Puissante et prospère : la communauté syrienne du Venezuela
Dans la marina de la ville portuaire de Puerto La Cruz, dans le Nord du Venezuela, l’éminent arabisant et auteur Habeeb Salloum a un jour fait une découverte étonnante : il affirmait y avoir trouvé « l’un des kebabs les plus savoureux [qu’il] n’eût jamais mangés ».
« Le cuisinier, originaire d’Alep, avait fait un travail superbe », a-t-il écrit lors de sa visite en 2018.
« Aucun repas, même dans sa ville natale, n’aurait pu être plus satisfaisant que ce dîner dans l’une des meilleures stations balnéaires du Venezuela », a-t-il ajouté.
Ceci n’est en aucun cas l’indication que le regretté Salloum, Canadien d’origine arabe, était doté d’une palette culinaire limitée ou n’avait pas eu la chance, au cours de sa vie, de savourer de délicieux kebabs. Cela reflète plutôt la force et l’impact de la communauté syrienne du Venezuela.
Le pays d’Amérique latine a toujours abrité une importante diaspora syrienne. Les chiffres exacts sont difficiles à définir, mais selon les estimations, il y aurait entre 700 000 et 1 million de Vénézuéliens d’origine syrienne, parmi environ 1,6 million de Vénézuéliens arabes.
« La communauté syrienne au Venezuela est vaste et importante, sur le plan démographique mais aussi économique », indique Halim Naim, un journaliste vénézuélien d’origine arabe, à Middle East Eye.
Exode ottoman
L’arrivée des premiers Syriens sur les côtes vénézuéliennes remonte à la fin du XIXe siècle, lorsque l’Empire ottoman, qui occupait la Syrie telle que nous la connaissons aujourd’hui, connaissait de sérieux troubles, poussant nombre de ses habitants à émigrer à la recherche de nouvelles opportunités.

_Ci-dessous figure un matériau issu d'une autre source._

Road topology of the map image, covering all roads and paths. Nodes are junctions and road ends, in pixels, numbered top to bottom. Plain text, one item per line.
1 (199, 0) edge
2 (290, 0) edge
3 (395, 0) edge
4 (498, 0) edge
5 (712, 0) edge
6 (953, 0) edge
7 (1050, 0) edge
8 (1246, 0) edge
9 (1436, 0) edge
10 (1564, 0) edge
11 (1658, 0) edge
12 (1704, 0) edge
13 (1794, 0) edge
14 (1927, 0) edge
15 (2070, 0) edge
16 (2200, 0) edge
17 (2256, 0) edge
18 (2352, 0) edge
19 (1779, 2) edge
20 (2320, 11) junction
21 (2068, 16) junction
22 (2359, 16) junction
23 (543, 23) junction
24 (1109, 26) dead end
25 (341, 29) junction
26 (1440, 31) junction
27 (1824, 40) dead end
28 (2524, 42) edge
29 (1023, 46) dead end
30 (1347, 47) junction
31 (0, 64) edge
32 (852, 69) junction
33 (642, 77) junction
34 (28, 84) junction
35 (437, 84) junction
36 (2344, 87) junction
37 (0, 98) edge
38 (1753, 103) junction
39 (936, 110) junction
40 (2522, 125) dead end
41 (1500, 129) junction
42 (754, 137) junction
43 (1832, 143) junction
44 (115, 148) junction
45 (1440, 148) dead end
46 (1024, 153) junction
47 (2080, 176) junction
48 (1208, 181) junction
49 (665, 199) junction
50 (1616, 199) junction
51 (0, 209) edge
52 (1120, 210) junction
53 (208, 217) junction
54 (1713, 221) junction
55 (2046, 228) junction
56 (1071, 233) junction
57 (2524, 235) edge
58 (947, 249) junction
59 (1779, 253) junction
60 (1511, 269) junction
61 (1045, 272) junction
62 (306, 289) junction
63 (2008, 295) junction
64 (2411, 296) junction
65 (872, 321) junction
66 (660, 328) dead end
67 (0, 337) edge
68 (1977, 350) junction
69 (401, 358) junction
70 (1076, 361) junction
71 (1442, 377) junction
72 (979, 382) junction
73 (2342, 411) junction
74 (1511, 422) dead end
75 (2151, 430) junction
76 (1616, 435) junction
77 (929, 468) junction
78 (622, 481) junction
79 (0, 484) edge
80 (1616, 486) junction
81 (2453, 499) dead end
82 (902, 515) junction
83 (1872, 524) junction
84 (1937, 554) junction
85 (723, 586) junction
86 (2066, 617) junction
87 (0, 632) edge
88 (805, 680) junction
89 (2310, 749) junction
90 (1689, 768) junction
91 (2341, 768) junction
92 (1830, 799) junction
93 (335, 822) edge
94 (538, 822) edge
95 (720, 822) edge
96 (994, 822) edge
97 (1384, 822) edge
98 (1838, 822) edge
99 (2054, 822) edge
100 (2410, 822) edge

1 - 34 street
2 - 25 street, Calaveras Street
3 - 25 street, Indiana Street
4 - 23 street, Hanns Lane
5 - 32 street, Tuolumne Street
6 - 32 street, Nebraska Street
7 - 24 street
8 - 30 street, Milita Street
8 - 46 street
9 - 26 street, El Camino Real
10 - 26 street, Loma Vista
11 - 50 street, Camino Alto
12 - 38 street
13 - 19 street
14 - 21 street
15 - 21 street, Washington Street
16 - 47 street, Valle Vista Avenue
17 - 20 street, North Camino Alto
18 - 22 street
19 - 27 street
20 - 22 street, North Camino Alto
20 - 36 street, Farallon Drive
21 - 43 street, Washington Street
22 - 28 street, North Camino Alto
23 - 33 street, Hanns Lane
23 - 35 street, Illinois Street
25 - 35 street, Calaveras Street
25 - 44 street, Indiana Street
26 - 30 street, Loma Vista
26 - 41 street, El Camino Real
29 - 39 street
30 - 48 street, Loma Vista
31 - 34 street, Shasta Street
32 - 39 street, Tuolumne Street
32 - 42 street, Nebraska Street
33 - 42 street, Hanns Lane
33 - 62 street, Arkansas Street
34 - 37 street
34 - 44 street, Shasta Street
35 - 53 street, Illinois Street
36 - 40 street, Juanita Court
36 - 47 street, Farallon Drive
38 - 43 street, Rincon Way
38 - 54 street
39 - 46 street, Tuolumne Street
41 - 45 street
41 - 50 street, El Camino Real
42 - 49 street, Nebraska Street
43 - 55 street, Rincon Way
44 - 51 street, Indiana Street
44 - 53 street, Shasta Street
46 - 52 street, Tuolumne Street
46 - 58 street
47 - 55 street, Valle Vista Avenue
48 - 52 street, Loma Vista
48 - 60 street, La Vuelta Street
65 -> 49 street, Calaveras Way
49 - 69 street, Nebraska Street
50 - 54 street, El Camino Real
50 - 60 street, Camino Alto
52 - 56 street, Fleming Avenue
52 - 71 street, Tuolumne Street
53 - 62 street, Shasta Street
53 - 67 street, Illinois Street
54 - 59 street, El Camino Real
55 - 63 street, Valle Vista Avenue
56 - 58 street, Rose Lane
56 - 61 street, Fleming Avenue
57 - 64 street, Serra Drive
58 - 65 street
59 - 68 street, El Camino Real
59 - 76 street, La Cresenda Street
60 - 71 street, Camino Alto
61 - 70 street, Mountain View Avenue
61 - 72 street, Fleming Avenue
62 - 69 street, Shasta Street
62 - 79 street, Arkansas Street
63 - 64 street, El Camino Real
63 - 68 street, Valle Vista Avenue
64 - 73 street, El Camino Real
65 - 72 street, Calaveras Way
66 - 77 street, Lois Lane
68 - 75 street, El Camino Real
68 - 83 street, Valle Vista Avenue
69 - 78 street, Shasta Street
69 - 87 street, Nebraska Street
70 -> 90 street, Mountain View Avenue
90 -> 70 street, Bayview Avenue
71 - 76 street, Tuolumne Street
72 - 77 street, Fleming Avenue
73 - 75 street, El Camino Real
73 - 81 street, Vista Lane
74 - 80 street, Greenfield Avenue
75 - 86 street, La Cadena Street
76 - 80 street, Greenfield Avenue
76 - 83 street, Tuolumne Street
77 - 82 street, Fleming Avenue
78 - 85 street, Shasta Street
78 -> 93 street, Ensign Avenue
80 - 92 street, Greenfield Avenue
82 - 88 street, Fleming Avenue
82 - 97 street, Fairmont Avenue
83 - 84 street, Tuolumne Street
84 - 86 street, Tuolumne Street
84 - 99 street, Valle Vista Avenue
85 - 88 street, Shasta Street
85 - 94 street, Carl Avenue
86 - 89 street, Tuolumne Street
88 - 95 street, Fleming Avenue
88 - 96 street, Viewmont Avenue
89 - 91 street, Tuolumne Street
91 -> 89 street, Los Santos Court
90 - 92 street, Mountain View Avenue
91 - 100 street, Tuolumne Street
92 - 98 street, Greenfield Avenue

« La Syrie, comme l’ensemble du Moyen-Orient, traversait une période très difficile », raconte Halim Naim.
« En Syrie, il y avait des batailles, il y avait des conflits, il y avait la guerre, et les gens devaient fuir cela d’une manière ou d’une autre. »
On estime qu’environ 1,2 million de personnes ont quitté l’Empire ottoman entre 1860 et 1914 et se sont aventurées aux Amériques dans l’espoir d’une vie meilleure.
« Pour les immigrés de la fin du XIXe et du début du XXe siècle, tout était l’Amérique. Ce n’était pas seulement les États-Unis ; les premiers immigrés qui sont arrivés au Venezuela prévoyaient vraiment d’aller en Amérique, à savoir cette conception générale floue de l’hémisphère [occidental] », explique John Tofik Karam, maître de conférences en études latino-américaines à l’université DePaul de Chicago et directeur du Centre Lemann d’études brésiliennes.
Comme ce fut le cas pour tous les migrants levantins fuyant la domination ottomane à l’époque, les immigrés syriens étaient initialement considérés comme « Turcs » dans leur nouveau foyer vénézuélien.
Cette vague d’immigrés syriens a pour la plupart réussi son installation au Venezuela, s’établissant principalement dans la capitale Caracas et dans les États de Nueva Esparta, Zulia ou Carabobo.
Intégration et mobilité sociale
Au Venezuela, les Syriens se sont d’abord installés comme colporteurs, cordonniers, vendeurs ambulants ou charpentiers, avant de créer leurs propres magasins ou entreprises.
Ils ont initialement opté pour un mode de vie rural, délaissant la métropole urbaine au profit d’une vie plus calme à la campagne qui leur permettait de se renforcer sur le plan économique et de garantir leur mobilité sociale future.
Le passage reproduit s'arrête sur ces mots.